6. A scientific autobiography, vividly portraying the triumphs and frustrations of research, and the excitement of being on the scene just at the birth of “The Age of Precision Cosmology”. We get a lot of good anecdotes about Tegmark, the people he’s worked with, and his relations with the rest of the scientific community, including a remarkable email from a senior scientist warning him that if he keeps thinking so far outside the box he risks being labeled a crackpot. Tegmark’s enthusiasm, for science, for life in general, and above all for ignoring such warnings, is palpable and infectious.
7. A bunch of self-indulgent asides of the sort to which every author of an excellent book (and this book is surely excellent) is well entitled, though we need not take them too seriously, except of course when we agree with them.
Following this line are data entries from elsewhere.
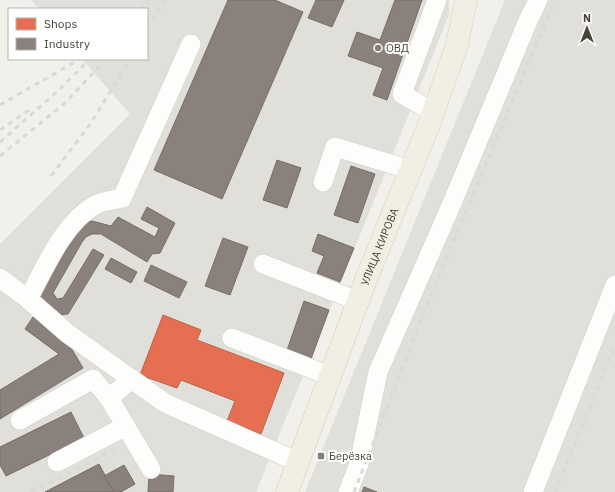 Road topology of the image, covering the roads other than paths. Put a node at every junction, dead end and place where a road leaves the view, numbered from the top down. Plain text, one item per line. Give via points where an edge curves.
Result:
1 (437, 0) edge
2 (466, 0) edge
3 (538, 0) edge
4 (191, 44) dead end
5 (433, 112) junction
6 (411, 170) junction
7 (323, 182) dead end
8 (263, 264) dead end
9 (0, 278) edge
10 (615, 285) edge
11 (28, 299) junction
12 (358, 301) junction
13 (232, 338) dead end
14 (330, 376) junction
15 (132, 379) junction
16 (109, 398) junction
17 (20, 420) dead end
18 (126, 426) junction
19 (57, 462) dead end
20 (298, 462) junction
21 (151, 469) dead end
22 (287, 492) edge
23 (348, 492) edge
24 (533, 492) edge

1 - 5 lane via 402,94
2 - 5 main road, УЛИЦА КИРОВА via 457,45
3 - 23 lane via 454,201 378,372 359,464
4 - 11 lane via 122,198 97,204 68,228
5 - 6 main road, УЛИЦА КИРОВА
6 - 7 lane via 335,147
6 - 12 main road, УЛИЦА КИРОВА
8 - 12 lane
9 - 11 lane
10 - 24 lane
11 - 15 lane via 67,333
12 - 14 main road, УЛИЦА КИРОВА
13 - 14 lane
14 - 20 main road, УЛИЦА КИРОВА
15 - 16 lane
15 - 20 lane via 165,403
16 - 17 lane via 93,379
16 - 18 lane
18 - 19 lane
18 - 21 lane
20 - 22 main road, УЛИЦА КИРОВА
So I’m happy to laugh off some of his ideas about what the most important issues should be in the next election, and happier still to see that he shares my equally inexpert (and hence equally self-indulgent) sense of the unlikelihood of intelligent life (see also here) elsewhere in the 14-billion light-year ball that constitutes our observable Universe.

Bottom line: A terrific book, really. The idea he really wants to sell is the mathematical universe idea, an idea that puts to rest (at least for me) the greatest philosophical problem of all time, namely “Why is there something instead of nothing?”. That is an astonishing accomplishment and one that, all by itself, makes Tegmark a towering figure in intellectual history. But even if you don’t buy that, or don’t care about it, I am not aware of any more lively or readable account of the history and current state of cosmology, including widely accepted ideas like cosmic expansion and more controversial ideas like the landscape. All lightened up with charming personal anecdotes and deepened with appropriate links to the academic literature.

I’m glad he wrote this book and glad I read it. You should read it too.